Facing $50B Trial, Drugmakers Minimize Roles In Opioid Sales
Emily Field and Jeff Overley, 20 April 2021
Allergan PLC on Tuesday downplayed its Golden State opioid sales, echoing the strategies of fellow drugmaker defendants from the day before in a closely watched trial where major California counties are seeking $50 billion over the addiction epidemic.
Donna Welch of Kirkland & Ellis LLP, counsel for Allergan, said during the livestreamed bench trial that the company was responsible for one brand-name opioid, Kadian, from 2009 until it was taken off the market in 2020, and that its market share during that time was minuscule — less than a fraction of 1%.
In addition, Allergan stopped marketing the drug in 2012, and even before then, the marketing was conservative and had little if any impact on sales, Welch said.
“Indeed, prescribing decreased,” she told Orange County Judge Peter J. Wilson in her opening statement.

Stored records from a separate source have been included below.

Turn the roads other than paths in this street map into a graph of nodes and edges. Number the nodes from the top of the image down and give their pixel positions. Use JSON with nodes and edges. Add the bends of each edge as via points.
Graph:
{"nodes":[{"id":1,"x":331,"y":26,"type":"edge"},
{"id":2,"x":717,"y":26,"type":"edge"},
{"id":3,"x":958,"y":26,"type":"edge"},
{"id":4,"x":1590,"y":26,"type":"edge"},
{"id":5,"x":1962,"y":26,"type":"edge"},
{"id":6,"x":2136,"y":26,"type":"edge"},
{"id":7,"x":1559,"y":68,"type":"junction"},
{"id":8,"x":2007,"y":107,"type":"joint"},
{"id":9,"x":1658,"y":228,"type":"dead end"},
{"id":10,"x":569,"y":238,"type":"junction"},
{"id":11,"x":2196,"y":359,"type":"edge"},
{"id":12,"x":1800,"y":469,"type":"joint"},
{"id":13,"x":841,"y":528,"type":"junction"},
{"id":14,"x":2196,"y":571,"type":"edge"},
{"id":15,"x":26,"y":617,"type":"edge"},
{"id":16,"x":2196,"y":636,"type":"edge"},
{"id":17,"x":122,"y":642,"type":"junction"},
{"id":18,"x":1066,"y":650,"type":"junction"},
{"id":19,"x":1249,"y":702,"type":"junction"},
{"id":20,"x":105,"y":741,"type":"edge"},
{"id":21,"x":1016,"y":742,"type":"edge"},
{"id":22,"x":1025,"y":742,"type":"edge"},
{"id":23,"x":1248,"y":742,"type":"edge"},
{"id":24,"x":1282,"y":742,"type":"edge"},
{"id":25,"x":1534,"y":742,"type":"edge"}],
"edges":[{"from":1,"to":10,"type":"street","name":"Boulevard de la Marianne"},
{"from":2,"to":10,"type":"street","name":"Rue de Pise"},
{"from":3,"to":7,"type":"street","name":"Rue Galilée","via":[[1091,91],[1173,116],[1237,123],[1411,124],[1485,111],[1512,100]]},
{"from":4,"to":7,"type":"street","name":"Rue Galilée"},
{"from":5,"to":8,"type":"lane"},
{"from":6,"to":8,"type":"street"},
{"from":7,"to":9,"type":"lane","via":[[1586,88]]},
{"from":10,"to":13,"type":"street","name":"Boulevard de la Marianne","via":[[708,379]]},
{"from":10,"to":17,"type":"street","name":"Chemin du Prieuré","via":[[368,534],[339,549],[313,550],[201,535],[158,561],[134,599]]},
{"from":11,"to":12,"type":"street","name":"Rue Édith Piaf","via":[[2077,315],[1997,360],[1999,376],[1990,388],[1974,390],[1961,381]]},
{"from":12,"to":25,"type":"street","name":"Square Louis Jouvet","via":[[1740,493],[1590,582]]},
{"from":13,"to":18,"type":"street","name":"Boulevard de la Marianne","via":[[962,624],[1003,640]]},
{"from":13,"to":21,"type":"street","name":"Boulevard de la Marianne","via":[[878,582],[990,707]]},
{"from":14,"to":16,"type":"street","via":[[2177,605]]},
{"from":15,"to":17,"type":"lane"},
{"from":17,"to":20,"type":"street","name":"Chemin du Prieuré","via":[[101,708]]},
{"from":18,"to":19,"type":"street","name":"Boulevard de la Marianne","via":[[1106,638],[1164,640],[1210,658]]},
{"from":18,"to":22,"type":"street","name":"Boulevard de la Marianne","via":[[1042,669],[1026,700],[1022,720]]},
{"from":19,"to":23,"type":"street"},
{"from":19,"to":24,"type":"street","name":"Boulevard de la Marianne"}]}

Tuesday was the second day of trial in one of the oldest suits launched by local governments in response to the opioid crisis. Other drugmaker defendants — including divisions of Johnson & Johnson, Endo Pharmaceuticals and Teva Pharmaceuticals — on Monday voiced arguments similar to those of Allergan, contending that their products often constituted small slivers of the overall opioid marketplace.